19 ottobre 2016 ore 11:32, intelligo
di Eleonora Baldo

«La pasta è italiana se la materia prima, il grano duro, è italiano», con queste parole Giuseppe Montanarella, coltivatore diretto e produttore sensibile alle istanze identitarie, intervistato da IntelligoNews, ha riassunto i contenuti dell’intervento con cui ha partecipato al Convegno “Idee e progetti condivisi per un Sud in movimento” tenutosi a Gaeta la scorsa settimana.

Al meeting è intervenuto con un rapporto- fotografia della situazione del settore agro-alimentare in Italia. Qual è lo stato dell’arte dell’agricoltura italiana e quali le prospettive in termini di politiche agricole?

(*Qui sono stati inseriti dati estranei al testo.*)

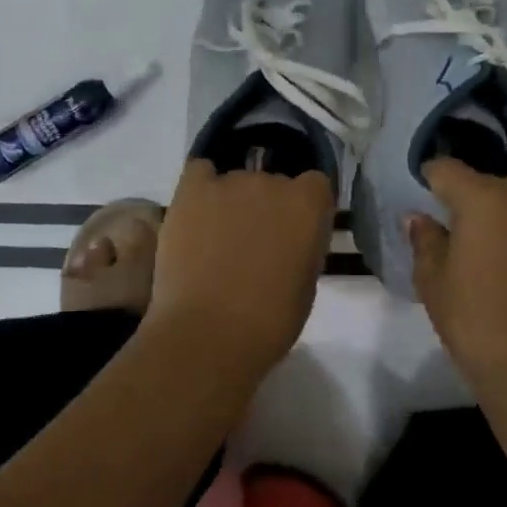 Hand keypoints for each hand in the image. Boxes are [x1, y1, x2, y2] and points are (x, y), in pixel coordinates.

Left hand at [146, 159, 335, 368]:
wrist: (209, 334)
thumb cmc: (269, 322)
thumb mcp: (306, 285)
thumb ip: (302, 248)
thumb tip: (289, 241)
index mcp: (308, 205)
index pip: (315, 185)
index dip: (304, 208)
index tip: (294, 233)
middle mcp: (272, 182)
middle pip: (274, 183)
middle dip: (267, 208)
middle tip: (253, 245)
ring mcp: (230, 183)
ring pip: (236, 182)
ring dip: (232, 204)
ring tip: (216, 241)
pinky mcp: (192, 191)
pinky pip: (200, 172)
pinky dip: (201, 187)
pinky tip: (197, 214)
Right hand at [408, 159, 506, 387]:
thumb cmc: (475, 322)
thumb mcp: (433, 281)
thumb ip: (425, 240)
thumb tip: (419, 218)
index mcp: (484, 200)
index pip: (448, 169)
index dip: (430, 177)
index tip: (421, 192)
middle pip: (491, 182)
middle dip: (471, 195)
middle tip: (455, 228)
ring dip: (503, 214)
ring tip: (488, 250) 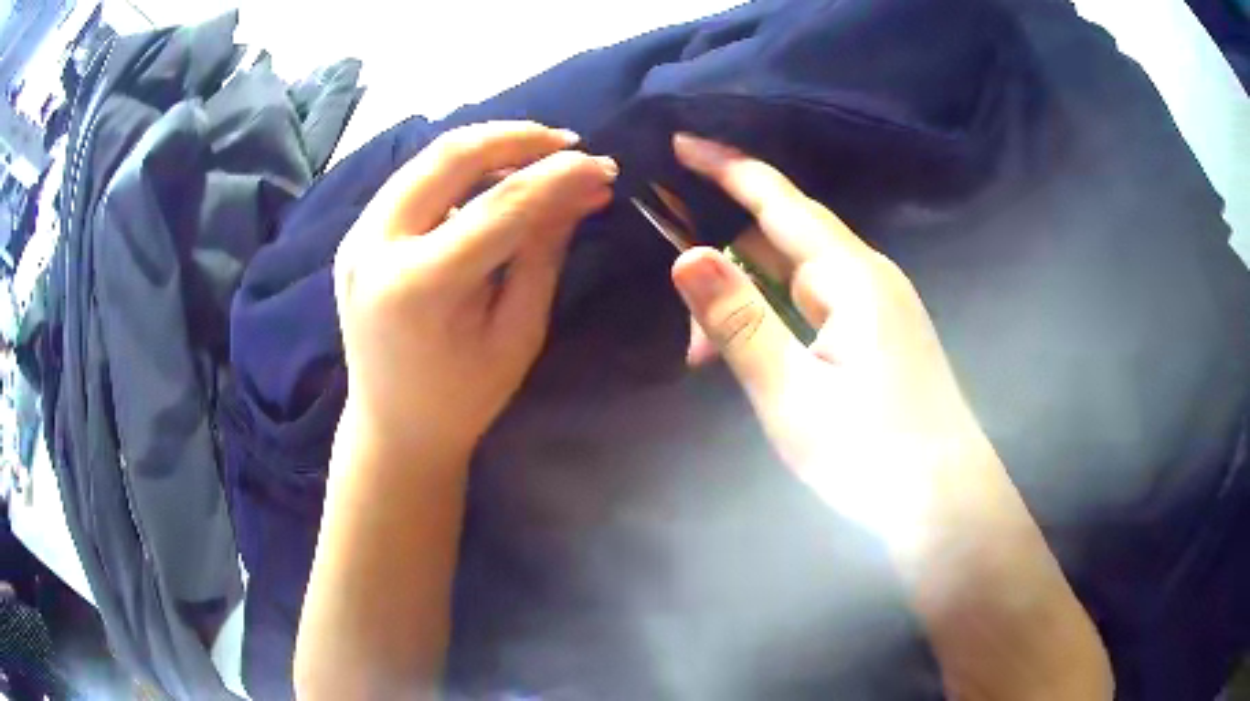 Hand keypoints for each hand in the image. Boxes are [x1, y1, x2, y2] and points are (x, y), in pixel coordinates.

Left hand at [334, 121, 617, 459]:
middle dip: (516, 137)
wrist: (392, 429)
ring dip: (488, 146)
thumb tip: (583, 188)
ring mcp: (356, 238)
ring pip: (427, 159)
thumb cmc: (463, 400)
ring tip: (539, 155)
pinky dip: (457, 169)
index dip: (557, 176)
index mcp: (419, 287)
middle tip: (568, 143)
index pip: (500, 205)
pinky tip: (492, 179)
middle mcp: (375, 248)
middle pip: (450, 156)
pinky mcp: (355, 236)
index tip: (602, 163)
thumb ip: (543, 252)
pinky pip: (412, 181)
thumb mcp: (517, 332)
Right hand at [671, 134, 994, 547]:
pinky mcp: (879, 336)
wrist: (947, 505)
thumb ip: (740, 322)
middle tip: (692, 343)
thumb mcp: (792, 394)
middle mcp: (867, 278)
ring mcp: (877, 308)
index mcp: (851, 277)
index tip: (680, 141)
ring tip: (714, 362)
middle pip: (781, 243)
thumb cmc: (874, 456)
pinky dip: (778, 324)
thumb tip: (684, 256)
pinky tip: (762, 361)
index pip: (779, 200)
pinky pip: (816, 308)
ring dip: (750, 306)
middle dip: (725, 272)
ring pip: (796, 280)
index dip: (727, 166)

“Nel mio intervento, nello specifico, mi sono concentrato sulla crisi del mercato del grano duro nazionale italiano, dovuta alla forte importazione a prezzi estremamente concorrenziali imposto dagli stati esteri, in primis dal Canada, il maggiore produttore mondiale. Nulla di strano in un contesto caratterizzato dal libero scambio e dalla globalizzazione, se non fosse che ci troviamo di fronte a prodotti di scarsa qualità, non solo per le pessime condizioni di conservazione ambientale, con elevati tassi di umidità che favoriscono la proliferazione funghi muffe e micotossine, ma anche per la presenza di considerevoli livelli residui di glifosate – principio attivo generalmente contenuto nei diserbanti – che secondo un recente studio del Mit favorirebbe lo sviluppo di patologie come Sla e Alzheimer.”

Il “bluff” della pasta, fatta con materia prima prodotta all’estero a prezzi più competitivi e venduta come “made in Italy”, può ritenersi l’ennesimo effetto collaterale della globalizzazione?

 “Assolutamente sì, poiché per soddisfare la domanda interna e internazionale si ricorre ad un prodotto con un prezzo competitivo ma di scarsa qualità bassa.  La mia posizione è questa: «La pasta è italiana se la materia prima, il grano duro, è italiano».”

Pasta made in Italy, Montanarella: 'Dal Sud la mia rivoluzione agroalimentare'
Nel suo intervento ha parlato della necessità di dare vita ad un “patto per il sud”. Come dovrebbe essere articolato?

 “Si tratta di un «patto per il Sud» potenzialmente applicabile a tutto il Paese per aiutare noi produttori e coltivatori ad affrontare le lobby dei pastifici, dei mulini o degli importatori, insomma il sistema globale del mercato del grano duro, il cui prezzo, definito a Chicago, produce effetti in Italia.  Questo patto prevede che i cittadini consumatori pretendano di essere adeguatamente informati sui loro acquisti esigendo l’obbligatorietà dell’etichetta sui prodotti e che la pasta di grano duro propriamente detta sia fatto solo ed esclusivamente con grano di produzione italiana, il migliore per tradizione e per prassi produttive a tutela della salute dei consumatori.”